“If These Walls Could Talk II” inaugura Ciclo de Cinema Feminista
O Estaleiro Cultural Velha-a-Branca recebeu a UMAR (União de
Mulheres Alternativa e Resposta), organizadora do Ciclo de Cinema Feminista. O
filme “If These Walls Could Talk II”, de 200, inaugurou a iniciativa, na noite
de 13 de Novembro.
Parte do cartaz do filme "If These Walls Could Talk". Foto: imdb.com
Jorge Gato iniciou a discussão sobre o tema da
homoparentalidade, sobre o qual prepara a primeira tese de doutoramento na
área, em Portugal. No
último piso da Velha-a-Branca, cerca de 20 pessoas ouviram o discurso do
especialista acerca dos mitos, evidências, questões e dados estatísticos
relacionados com a temática.
Uma família homoparental define-se como uma
família em que pelo menos um dos membros não é heterossexual. Jorge Gato estuda
a vivência de famílias monoparentais e a sua inserção no contexto social
envolvente. Os principais mitos da realidade baseiam-se, segundo Jorge Gato, na
instabilidade, promiscuidade e irresponsabilidade dos pais.

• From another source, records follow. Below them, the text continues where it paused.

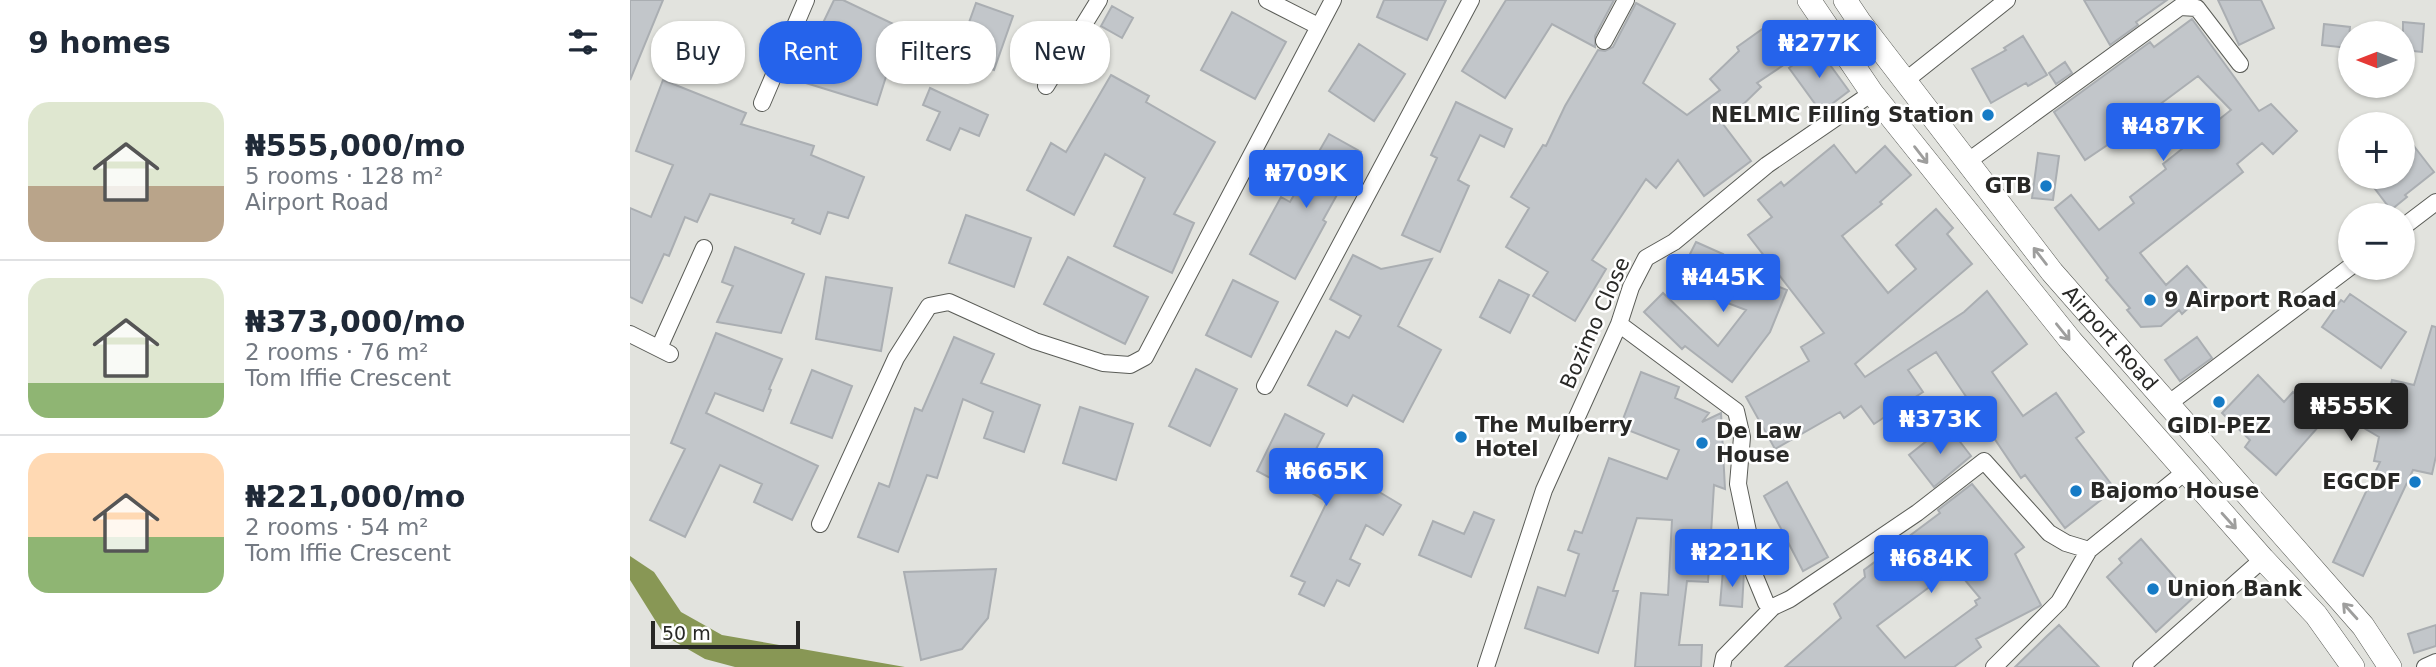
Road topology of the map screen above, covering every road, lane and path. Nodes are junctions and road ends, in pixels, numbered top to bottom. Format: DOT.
graph roads {
  1 [pos="806,0"];
  2 [pos="1099,0"];
  3 [pos="1267,0"];
  4 [pos="1333,0"];
  5 [pos="1471,0"];
  6 [pos="1626,0"];
  7 [pos="1809,0"];
  8 [pos="1845,0"];
  9 [pos="2007,0"];
  10 [pos="1318,26"];
  11 [pos="1604,41"];
  12 [pos="2239,64"];
  13 [pos="1905,81"];
  14 [pos="1046,86"];
  15 [pos="1872,93"];
  16 [pos="762,103"];
  17 [pos="1967,162"];
  18 [pos="1994,197"];
  19 [pos="2436,202"];
  20 [pos="1970,217"];
  21 [pos="2415,218"];
  22 [pos="704,248"];
  23 [pos="2338,276"];
  24 [pos="1619,324"];
  25 [pos="630,334"];
  26 [pos="1265,386"];
  27 [pos="2168,404"];
  28 [pos="2185,472"];
  29 [pos="820,524"];
  30 [pos="2089,550"];
  31 [pos="2263,559"];
  32 [pos="1773,607"];
  33 [pos="2436,662"];
  34 [pos="1486,667"];
  35 [pos="1721,667"];
  36 [pos="1994,667"];
  37 [pos="2141,667"];
  38 [pos="2353,667"];
  39 [pos="2389,667"];
  40 [pos="2425,667"];
  1 -- 16 [label="street"];
  2 -- 14 [label="street"];
  3 -- 10 [label="street"];
  4 -- 10 [label="street"];
  5 -- 26 [label="street"];
  6 -- 11 [label="street"];
  7 -- 15 [label="main road, Airport Road"];
  8 -- 13 [label="main road, Airport Road"];
  9 -- 13 [label="street"];
  10 -- 29 [label="street"];
  12 -- 17 [label="street"];
  13 -- 17 [label="main road, Airport Road"];
  15 -- 20 [label="main road, Airport Road, one-way"];
  15 -- 24 [label="street, Bozimo Close"];
  17 -- 18 [label="main road, Airport Road"];
  18 -- 20 [label="main road"];
  27 -- 18 [label="main road, Airport Road, one-way"];
  19 -- 21 [label="street"];
  20 -- 28 [label="main road, Airport Road, one-way"];
  22 -- 25 [label="street"];
  23 -- 27 [label="street"];
  24 -- 32 [label="street"];
  24 -- 34 [label="street, Bozimo Close"];
  39 -- 27 [label="main road, Airport Road, one-way"];
  28 -- 30 [label="street"];
  28 -- 31 [label="main road, Airport Road, one-way"];
  30 -- 32 [label="street"];
  30 -- 36 [label="street"];
  31 -- 37 [label="street"];
  31 -- 38 [label="main road, Airport Road"];
  32 -- 35 [label="street"];
  33 -- 40 [label="street"];
}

Esta nova forma de agregado familiar não se encontra
representado nas estatísticas nacionais, pelo que o especialista teve que
demonstrar números relativos à realidade norte-americana. Nos E.U.A, pelo menos
dois milhões de crianças têm pai ou mãe homossexual. O especialista refere que
algumas das preocupações mais comuns entre os filhos de famílias homoparentais
residem na sua identidade sexual, saúde psicológica e relacionamentos sociais.
No decorrer da sua investigação,
Jorge Gato questionou estudantes de cursos de engenharia e de cursos
psicossociais. Concluiu que os últimos têm atitudes mais favoráveis em relação
às temáticas homossexualidade e homoparentalidade, comparativamente aos cursos
de engenharia. Referiu, ainda, que apenas 16% dos alunos de cursos
psicossociais têm, ao longo da licenciatura, contacto com estas temáticas, o
que considerou um valor bastante baixo.
Após algumas intervenções do
público, surge na parede da Velha-a-Branca a primeira cena do filme “If These
Walls Could Talk II”. O filme aborda a história de três gerações de mulheres
apaixonadas. Vanessa Redgrave e Anne Heche retraram o casal da década de 60 junto
há cerca de 50 anos. Michelle Williams e Chloe Sevigny sãoduas jovens que se
apaixonam nos anos 70. e Sharon Stone e Ellen Degeneres encenam o casal que quer
ter um filho, em 2000.
A UMAR pretende sensibilizar para a igualdade de género,
numa cidade considerada tradicional, religiosa e conservadora. Têm como
objectivos o debate, a reflexão e a mudança relativamente à temática.
A primeira edição do Ciclo de Cinema Feminista continua, na
Velha-a-Branca, no dia 27 de Novembro com o filme “Vera Drake”, debatendo o
tema do aborto. Termina no dia 11 de Dezembro, com discussão da temática da
arte feminista, exibindo o filme “Frida”. Segundo a organização, este é o
primeiro de muitos ciclos de cinema.